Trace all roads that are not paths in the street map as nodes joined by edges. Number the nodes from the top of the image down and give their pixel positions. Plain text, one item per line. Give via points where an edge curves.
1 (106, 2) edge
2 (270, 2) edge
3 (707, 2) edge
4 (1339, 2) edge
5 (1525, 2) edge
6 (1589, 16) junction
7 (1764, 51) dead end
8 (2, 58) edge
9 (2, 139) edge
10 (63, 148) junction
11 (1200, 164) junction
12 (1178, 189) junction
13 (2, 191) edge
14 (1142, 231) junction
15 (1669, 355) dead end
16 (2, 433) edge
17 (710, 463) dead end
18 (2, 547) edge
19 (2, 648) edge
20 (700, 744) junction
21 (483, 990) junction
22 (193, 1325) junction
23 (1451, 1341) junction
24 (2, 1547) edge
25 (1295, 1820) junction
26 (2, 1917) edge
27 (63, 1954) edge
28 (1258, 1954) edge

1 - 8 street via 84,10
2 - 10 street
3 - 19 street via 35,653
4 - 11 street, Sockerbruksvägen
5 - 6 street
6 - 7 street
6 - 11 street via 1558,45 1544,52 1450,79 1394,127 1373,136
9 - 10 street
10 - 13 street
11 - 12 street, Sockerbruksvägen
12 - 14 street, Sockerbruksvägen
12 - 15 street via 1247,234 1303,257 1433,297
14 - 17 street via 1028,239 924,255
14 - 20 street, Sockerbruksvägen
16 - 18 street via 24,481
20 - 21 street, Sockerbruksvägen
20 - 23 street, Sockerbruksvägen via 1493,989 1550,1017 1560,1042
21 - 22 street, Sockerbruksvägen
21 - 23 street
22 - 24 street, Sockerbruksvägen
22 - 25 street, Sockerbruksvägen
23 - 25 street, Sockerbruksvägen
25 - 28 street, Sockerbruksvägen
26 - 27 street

What you have to do:
Reproduce the records above with every character intact.

Solution to the problem:
Trace all roads that are not paths in the street map as nodes joined by edges. Number the nodes from the top of the image down and give their pixel positions. Plain text, one item per line. Give via points where an edge curves.
1 (106, 2) edge
2 (270, 2) edge
3 (707, 2) edge
4 (1339, 2) edge
5 (1525, 2) edge
6 (1589, 16) junction
7 (1764, 51) dead end
8 (2, 58) edge
9 (2, 139) edge
10 (63, 148) junction
11 (1200, 164) junction
12 (1178, 189) junction
13 (2, 191) edge
14 (1142, 231) junction
15 (1669, 355) dead end
16 (2, 433) edge
17 (710, 463) dead end
18 (2, 547) edge
19 (2, 648) edge
20 (700, 744) junction
21 (483, 990) junction
22 (193, 1325) junction
23 (1451, 1341) junction
24 (2, 1547) edge
25 (1295, 1820) junction
26 (2, 1917) edge
27 (63, 1954) edge
28 (1258, 1954) edge

1 - 8 street via 84,10
2 - 10 street
3 - 19 street via 35,653
4 - 11 street, Sockerbruksvägen
5 - 6 street
6 - 7 street
6 - 11 street via 1558,45 1544,52 1450,79 1394,127 1373,136
9 - 10 street
10 - 13 street
11 - 12 street, Sockerbruksvägen
12 - 14 street, Sockerbruksvägen
12 - 15 street via 1247,234 1303,257 1433,297
14 - 17 street via 1028,239 924,255
14 - 20 street, Sockerbruksvägen
16 - 18 street via 24,481
20 - 21 street, Sockerbruksvägen
20 - 23 street, Sockerbruksvägen via 1493,989 1550,1017 1560,1042
21 - 22 street, Sockerbruksvägen
21 - 23 street
22 - 24 street, Sockerbruksvägen
22 - 25 street, Sockerbruksvägen
23 - 25 street, Sockerbruksvägen
25 - 28 street, Sockerbruksvägen
26 - 27 street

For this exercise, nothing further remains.